Age group and gender are already clusters, but in this case they represent inputs to the problem to be solved. And what is the output of the algorithm? In our case it will be to associate each combination of the variables seen above with a certain level of receptivity to the offers, for example:
- Age range: 35-40 years
- Sex: male
- Recurring purchases: fresh seasonal vegetables and fruits
- Average receipt value: 30€
- Frequency of purchase: Once a week
- …
On the basis of these characteristics the user is assigned a receptivity score of 3. But what is meant by 3? Imagining a receptivity ranking, this group of customers has a more marked level than those who have 1 and 2 but less than those who have 4 or 5. In reference to this example, much is determined by the breadth and number of clusters into which the data set is divided. This is precisely one of the decisions that the analyst must make before running the algorithm.
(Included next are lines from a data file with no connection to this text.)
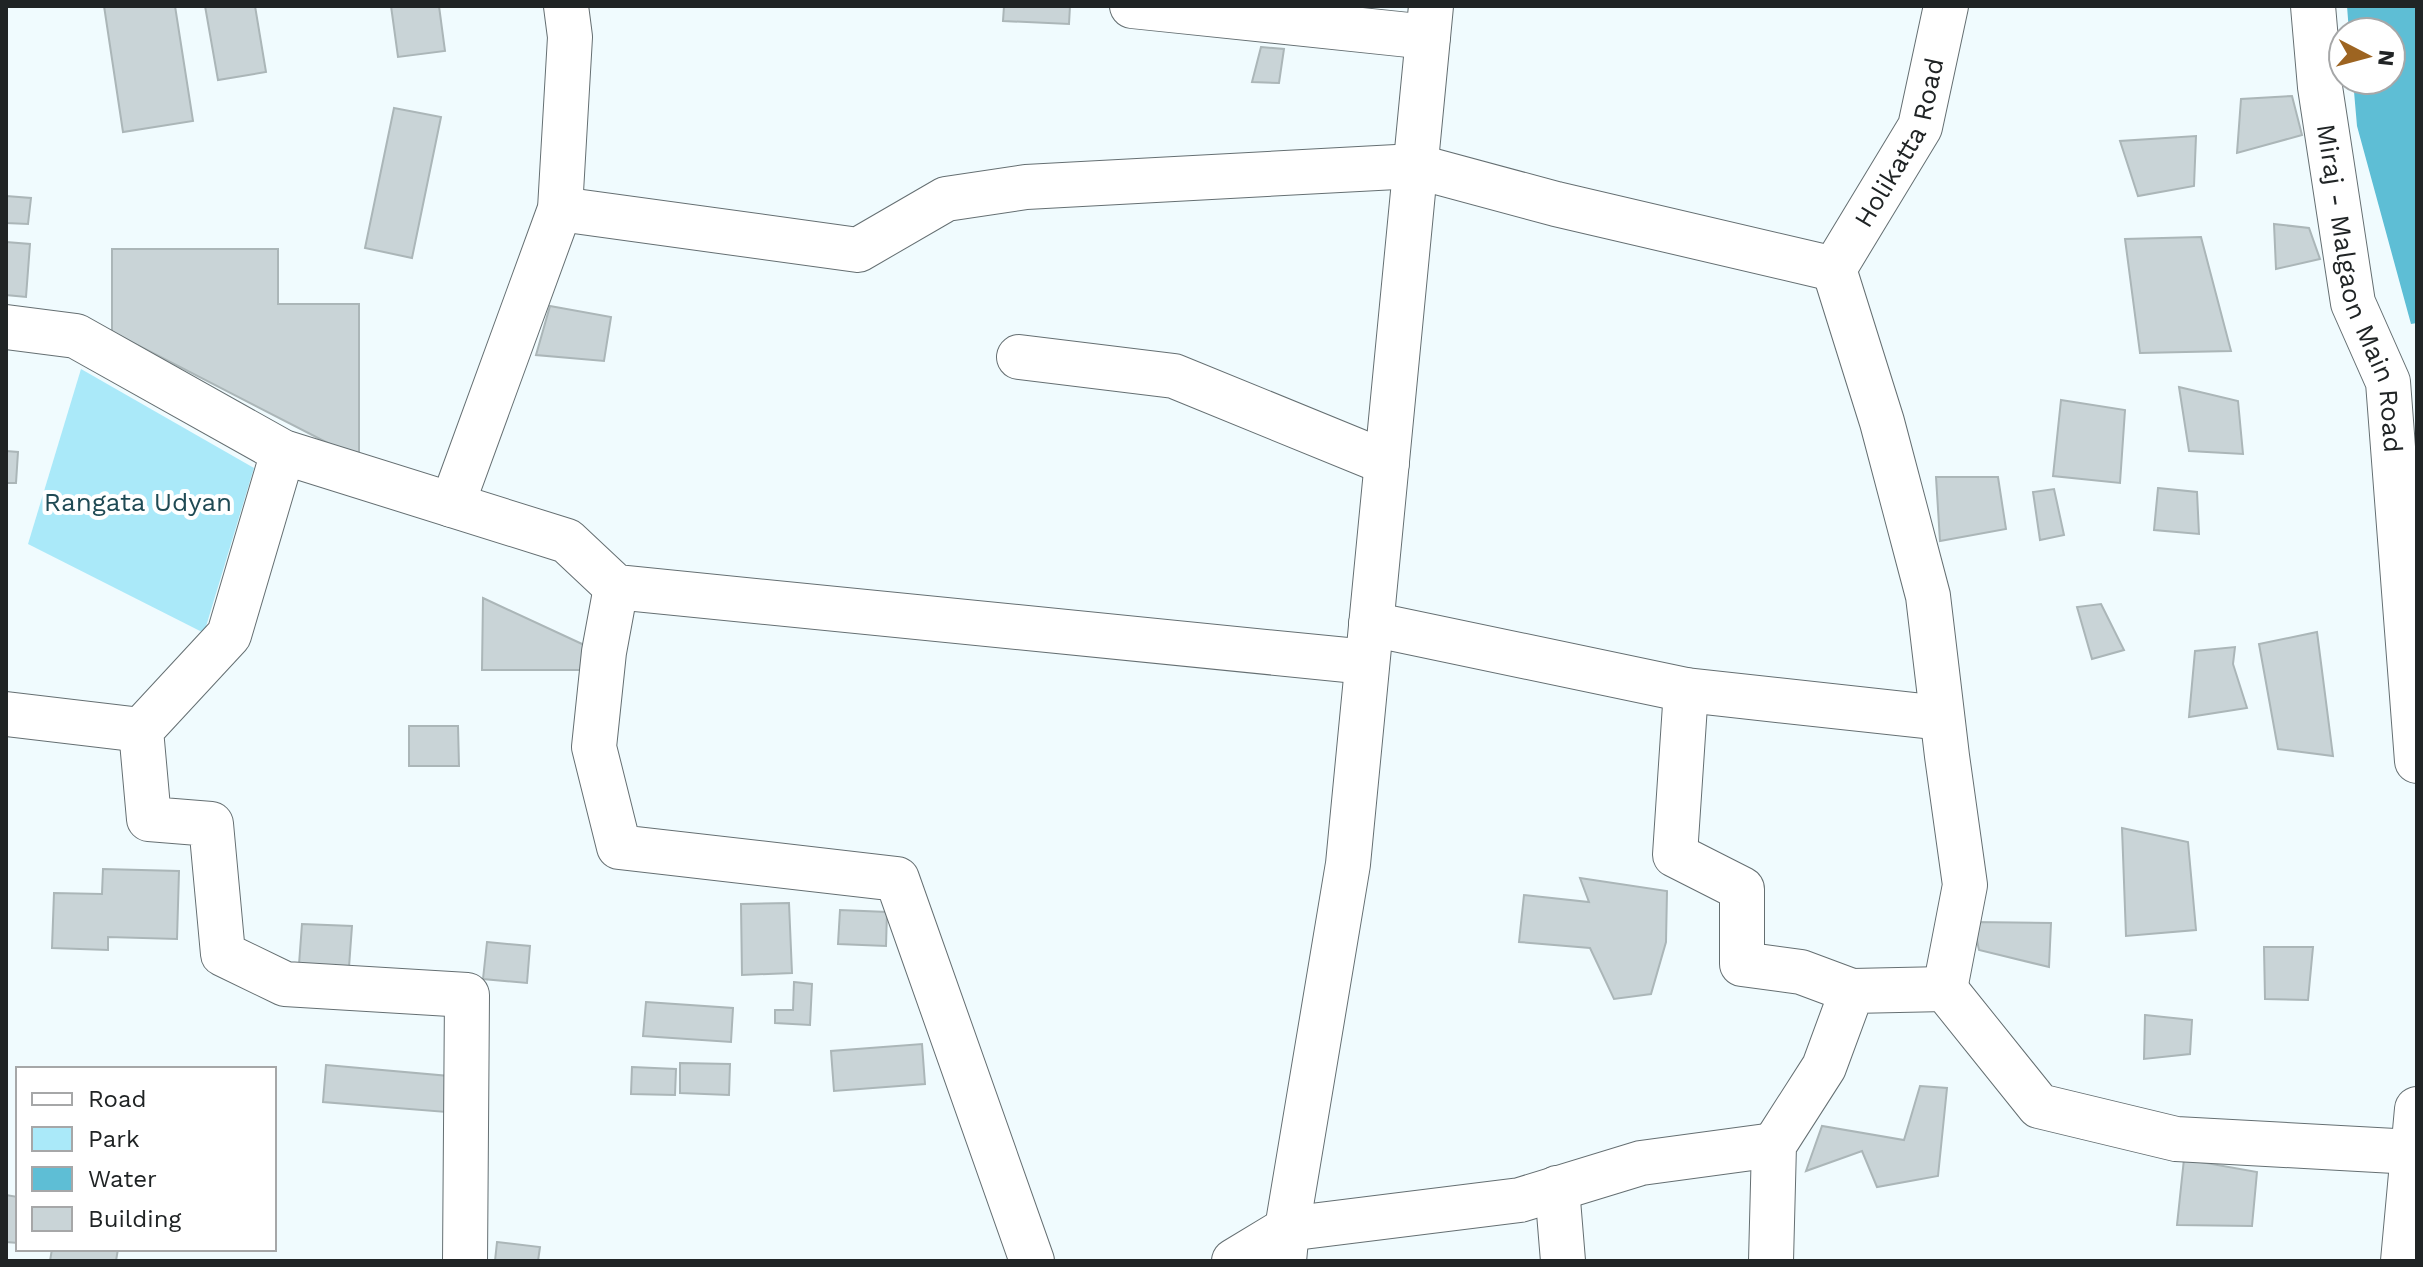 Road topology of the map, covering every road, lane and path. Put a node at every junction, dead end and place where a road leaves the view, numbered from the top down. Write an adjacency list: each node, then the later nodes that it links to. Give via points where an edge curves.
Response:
1 (566, 6): 7 (street, via 570,37)
2 (1132, 6): 5 (street)
3 (1946, 6): 8 (street, Holikatta Road, via 1920,127)
4 (2313, 6): 11 (street, Miraj - Malgaon Main Road, via 2353,303)
5 (1430, 22): 6 (street)
6 (1415, 166): 7 (street, via 1026,187 946,199 858,250); 8 (street); 13 (street)
7 (560, 209): 14 (street)
8 (1834, 269): 19 (street, via 1928,596)
9 (6, 327): 12 (street, via 76,336)
10 (1019, 357): 13 (street, via 1174,376)
11 (2402, 380): 21 (street, Miraj - Malgaon Main Road)
12 (283, 452): 14 (street); 20 (street, via 229,635)
13 (1387, 463): 16 (street)
14 (452, 505): 15 (street, via 567,541)
15 (616, 587): 16 (street); 30 (street, via 594,747 619,847 897,879)
16 (1369, 643): 17 (street); 28 (street, via 1348,864)
17 (1686, 690): 19 (street); 23 (street, via 1675,855 1742,889 1742,964 1801,972)
18 (6, 714): 20 (street)
19 (1942, 718): 22 (street, via 1965,885)
20 (141, 730): 29 (street, via 149,819 211,824 223,954 285,984 467,995)
21 (2417, 761)
22 (1945, 989): 23 (street); 26 (street, via 2039,1106 2176,1139)
23 (1852, 991): 25 (street, via 1824,1067)
24 (2417, 1109): 26 (street)
25 (1774, 1145): 27 (street, via 1641,1163); 33 (street)
26 (2413, 1152): 34 (street)
27 (1557, 1188): 28 (street, via 1520,1200); 32 (street)
28 (1285, 1245): 31 (street)
29 (465, 1261)
30 (1032, 1261)
31 (1234, 1261)
32 (1563, 1261)
33 (1771, 1261)
34 (2403, 1261)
He may have the need (perhaps dictated by Marketing), to clusterize the customer base into 5 subsets, or he may want to leave the algorithm free to decide the number of clusters that best describes reality.
Cluster Analysis, the K-means
Following the cleaning and preparation of the input data, the analyst may choose to use algorithms that do not use Machine Learning, such as K-means, which involves defining in advance the number of Clusters that one wishes to identify. K-means is based on the identification of so-called centroids. Each centroid represents the point belonging to the space of features that averages the distances between all the data belonging to the cluster associated with it. It represents a sort of barycenter of the cluster. There are, however, some procedures, such as the Elbow Method, which involve the execution of algorithms such as K-means for an increasing number of clusters.
This method allows to identify the optimal number of clusters, considering the right balance between error metric and number of clusters. Similarly, one can also use Machine Learning algorithms such as Neural Networks in classificatory mode, imposing in advance the desired number of clusters.
The interesting aspect of all the approaches seen above (this is not an exhaustive exploration), is that the numerosity and boundaries of these clusters can vary over time. Through the acquisition of new data and the addition of information with a greater level of detail, it is possible to automatically determine the new number of clusters able to better describe the reality under examination.